Collected data
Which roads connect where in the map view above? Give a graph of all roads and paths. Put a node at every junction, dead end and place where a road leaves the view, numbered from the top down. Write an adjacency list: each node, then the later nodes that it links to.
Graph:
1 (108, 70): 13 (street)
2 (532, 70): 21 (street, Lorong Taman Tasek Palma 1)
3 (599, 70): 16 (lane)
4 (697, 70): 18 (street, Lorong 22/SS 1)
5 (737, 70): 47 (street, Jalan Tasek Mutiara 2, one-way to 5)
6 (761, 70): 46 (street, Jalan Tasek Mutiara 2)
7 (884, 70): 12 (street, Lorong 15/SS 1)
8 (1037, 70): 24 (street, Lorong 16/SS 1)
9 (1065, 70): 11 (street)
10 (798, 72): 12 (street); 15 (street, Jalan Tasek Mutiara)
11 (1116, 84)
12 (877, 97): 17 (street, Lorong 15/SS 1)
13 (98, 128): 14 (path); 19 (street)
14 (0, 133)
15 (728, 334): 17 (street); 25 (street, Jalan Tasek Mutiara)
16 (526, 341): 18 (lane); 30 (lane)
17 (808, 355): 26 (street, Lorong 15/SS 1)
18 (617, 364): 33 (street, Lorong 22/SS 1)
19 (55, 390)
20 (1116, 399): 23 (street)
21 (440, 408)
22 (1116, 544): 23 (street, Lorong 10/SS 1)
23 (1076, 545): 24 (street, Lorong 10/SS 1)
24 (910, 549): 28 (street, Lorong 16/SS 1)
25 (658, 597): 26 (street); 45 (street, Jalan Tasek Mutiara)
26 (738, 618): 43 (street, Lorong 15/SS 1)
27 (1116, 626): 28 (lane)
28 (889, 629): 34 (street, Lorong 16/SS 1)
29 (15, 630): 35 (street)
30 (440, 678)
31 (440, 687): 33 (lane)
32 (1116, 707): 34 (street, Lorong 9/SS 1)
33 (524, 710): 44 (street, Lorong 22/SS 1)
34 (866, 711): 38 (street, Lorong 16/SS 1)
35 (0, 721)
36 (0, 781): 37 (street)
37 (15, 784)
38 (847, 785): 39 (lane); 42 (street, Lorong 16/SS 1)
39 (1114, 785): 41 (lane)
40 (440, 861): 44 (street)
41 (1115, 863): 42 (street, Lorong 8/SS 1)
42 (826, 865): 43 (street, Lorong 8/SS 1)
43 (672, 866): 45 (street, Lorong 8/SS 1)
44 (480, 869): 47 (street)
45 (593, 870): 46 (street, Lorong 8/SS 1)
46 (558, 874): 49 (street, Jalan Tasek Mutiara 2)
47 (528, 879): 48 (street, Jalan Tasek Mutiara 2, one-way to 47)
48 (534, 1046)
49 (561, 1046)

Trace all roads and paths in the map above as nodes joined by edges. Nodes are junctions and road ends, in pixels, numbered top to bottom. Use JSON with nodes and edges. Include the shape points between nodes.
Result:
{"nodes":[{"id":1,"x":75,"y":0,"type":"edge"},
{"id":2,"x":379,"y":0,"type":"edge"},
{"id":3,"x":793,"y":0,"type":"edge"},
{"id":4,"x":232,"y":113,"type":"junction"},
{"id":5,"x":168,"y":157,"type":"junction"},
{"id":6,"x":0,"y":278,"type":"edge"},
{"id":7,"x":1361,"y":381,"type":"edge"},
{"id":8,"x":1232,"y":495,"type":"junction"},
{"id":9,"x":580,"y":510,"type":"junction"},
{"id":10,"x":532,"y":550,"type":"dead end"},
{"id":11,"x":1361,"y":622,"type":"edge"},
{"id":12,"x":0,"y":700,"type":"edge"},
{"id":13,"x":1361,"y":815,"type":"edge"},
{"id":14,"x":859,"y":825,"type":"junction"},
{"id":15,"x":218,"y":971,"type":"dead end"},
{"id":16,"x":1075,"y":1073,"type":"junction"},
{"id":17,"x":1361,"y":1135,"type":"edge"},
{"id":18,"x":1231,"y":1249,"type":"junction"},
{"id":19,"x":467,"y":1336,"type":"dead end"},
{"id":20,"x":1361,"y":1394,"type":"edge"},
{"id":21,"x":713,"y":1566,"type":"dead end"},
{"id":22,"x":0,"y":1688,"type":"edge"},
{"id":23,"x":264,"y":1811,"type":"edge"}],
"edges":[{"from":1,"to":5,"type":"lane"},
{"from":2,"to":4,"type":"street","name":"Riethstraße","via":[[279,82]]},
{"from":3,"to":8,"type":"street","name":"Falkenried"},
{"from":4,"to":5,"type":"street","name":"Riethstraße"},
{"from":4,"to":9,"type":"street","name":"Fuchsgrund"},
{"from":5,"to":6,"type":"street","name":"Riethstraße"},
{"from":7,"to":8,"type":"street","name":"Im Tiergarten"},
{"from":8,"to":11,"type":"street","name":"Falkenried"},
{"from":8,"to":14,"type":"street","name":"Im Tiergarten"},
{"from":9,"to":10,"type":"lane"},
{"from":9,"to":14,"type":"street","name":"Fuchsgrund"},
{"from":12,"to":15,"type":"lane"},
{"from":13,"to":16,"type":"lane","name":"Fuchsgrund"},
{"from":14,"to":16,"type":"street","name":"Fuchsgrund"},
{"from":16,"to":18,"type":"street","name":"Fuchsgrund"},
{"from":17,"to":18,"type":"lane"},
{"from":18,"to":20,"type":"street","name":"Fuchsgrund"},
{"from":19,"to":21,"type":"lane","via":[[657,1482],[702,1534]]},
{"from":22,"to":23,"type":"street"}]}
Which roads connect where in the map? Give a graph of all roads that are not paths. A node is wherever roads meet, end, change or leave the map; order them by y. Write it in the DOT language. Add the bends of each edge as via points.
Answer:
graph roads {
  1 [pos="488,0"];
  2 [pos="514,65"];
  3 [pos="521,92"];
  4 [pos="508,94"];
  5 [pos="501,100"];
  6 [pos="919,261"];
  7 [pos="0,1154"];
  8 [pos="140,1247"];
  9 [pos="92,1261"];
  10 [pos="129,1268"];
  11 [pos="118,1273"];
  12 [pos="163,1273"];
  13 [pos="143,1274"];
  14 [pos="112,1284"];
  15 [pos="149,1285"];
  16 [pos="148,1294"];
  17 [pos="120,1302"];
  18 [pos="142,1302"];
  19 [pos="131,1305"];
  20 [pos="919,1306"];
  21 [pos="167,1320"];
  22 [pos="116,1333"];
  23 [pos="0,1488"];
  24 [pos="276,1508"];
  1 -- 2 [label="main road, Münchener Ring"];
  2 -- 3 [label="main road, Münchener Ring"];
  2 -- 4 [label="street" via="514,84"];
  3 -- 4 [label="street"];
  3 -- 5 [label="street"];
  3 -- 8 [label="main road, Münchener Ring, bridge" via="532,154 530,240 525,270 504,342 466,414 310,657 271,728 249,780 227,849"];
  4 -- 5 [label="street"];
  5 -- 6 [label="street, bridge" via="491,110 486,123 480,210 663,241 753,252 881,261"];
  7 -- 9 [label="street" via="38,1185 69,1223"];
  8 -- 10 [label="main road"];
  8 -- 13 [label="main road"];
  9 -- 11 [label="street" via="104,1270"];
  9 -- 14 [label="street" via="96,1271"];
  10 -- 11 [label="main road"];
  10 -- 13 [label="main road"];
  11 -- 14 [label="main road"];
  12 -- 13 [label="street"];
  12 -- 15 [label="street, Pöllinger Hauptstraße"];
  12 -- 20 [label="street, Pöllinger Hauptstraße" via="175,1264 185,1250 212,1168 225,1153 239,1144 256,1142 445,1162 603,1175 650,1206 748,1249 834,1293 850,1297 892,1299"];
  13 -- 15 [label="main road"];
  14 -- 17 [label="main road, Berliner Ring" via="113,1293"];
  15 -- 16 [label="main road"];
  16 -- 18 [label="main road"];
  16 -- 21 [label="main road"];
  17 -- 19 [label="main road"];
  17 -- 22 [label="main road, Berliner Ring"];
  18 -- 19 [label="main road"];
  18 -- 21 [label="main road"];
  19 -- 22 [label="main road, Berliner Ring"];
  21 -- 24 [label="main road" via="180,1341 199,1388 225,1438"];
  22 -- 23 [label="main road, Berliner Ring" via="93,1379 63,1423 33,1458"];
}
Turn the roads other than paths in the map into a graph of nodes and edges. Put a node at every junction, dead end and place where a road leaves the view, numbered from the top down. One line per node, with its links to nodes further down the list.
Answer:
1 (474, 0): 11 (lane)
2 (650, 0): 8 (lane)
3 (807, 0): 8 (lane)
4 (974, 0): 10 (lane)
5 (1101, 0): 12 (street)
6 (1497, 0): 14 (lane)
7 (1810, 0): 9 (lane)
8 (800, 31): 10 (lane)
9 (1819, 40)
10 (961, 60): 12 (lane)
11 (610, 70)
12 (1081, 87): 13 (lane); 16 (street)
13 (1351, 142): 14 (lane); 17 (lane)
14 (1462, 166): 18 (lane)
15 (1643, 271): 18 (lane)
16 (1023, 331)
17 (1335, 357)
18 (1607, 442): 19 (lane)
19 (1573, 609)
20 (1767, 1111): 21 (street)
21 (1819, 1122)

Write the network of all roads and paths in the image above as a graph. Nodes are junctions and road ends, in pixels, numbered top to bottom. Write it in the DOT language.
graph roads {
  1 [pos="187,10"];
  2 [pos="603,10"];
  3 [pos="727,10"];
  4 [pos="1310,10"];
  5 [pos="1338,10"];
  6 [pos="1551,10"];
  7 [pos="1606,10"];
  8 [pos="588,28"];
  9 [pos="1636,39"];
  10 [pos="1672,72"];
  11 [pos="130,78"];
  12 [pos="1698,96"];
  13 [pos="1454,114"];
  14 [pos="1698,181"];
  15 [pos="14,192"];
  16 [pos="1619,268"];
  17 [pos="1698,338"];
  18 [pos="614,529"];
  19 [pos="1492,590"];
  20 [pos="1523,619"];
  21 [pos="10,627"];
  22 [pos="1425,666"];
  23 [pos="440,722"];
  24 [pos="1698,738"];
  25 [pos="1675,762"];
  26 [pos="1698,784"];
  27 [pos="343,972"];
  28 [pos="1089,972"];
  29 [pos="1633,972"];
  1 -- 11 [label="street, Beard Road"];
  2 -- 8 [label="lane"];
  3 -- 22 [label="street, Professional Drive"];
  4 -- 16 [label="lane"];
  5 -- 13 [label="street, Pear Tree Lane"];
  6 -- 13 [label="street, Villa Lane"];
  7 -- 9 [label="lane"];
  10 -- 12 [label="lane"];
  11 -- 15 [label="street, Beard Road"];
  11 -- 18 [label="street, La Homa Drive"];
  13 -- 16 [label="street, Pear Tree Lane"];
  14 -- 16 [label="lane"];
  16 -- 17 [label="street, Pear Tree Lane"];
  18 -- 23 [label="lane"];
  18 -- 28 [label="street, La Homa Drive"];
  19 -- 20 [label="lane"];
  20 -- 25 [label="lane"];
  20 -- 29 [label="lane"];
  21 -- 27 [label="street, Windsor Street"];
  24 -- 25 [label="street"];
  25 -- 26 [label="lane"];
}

▸ **WHAT YOU WILL DO**: Filter the data down to the lines that contain the string "Jalan", and copy them.

▸ **RESULT OF THIS EXERCISE**:
5 (737, 70): 47 (street, Jalan Tasek Mutiara 2, one-way to 5)
6 (761, 70): 46 (street, Jalan Tasek Mutiara 2)
10 (798, 72): 12 (street); 15 (street, Jalan Tasek Mutiara)
15 (728, 334): 17 (street); 25 (street, Jalan Tasek Mutiara)
25 (658, 597): 26 (street); 45 (street, Jalan Tasek Mutiara)
46 (558, 874): 49 (street, Jalan Tasek Mutiara 2)
47 (528, 879): 48 (street, Jalan Tasek Mutiara 2, one-way to 47)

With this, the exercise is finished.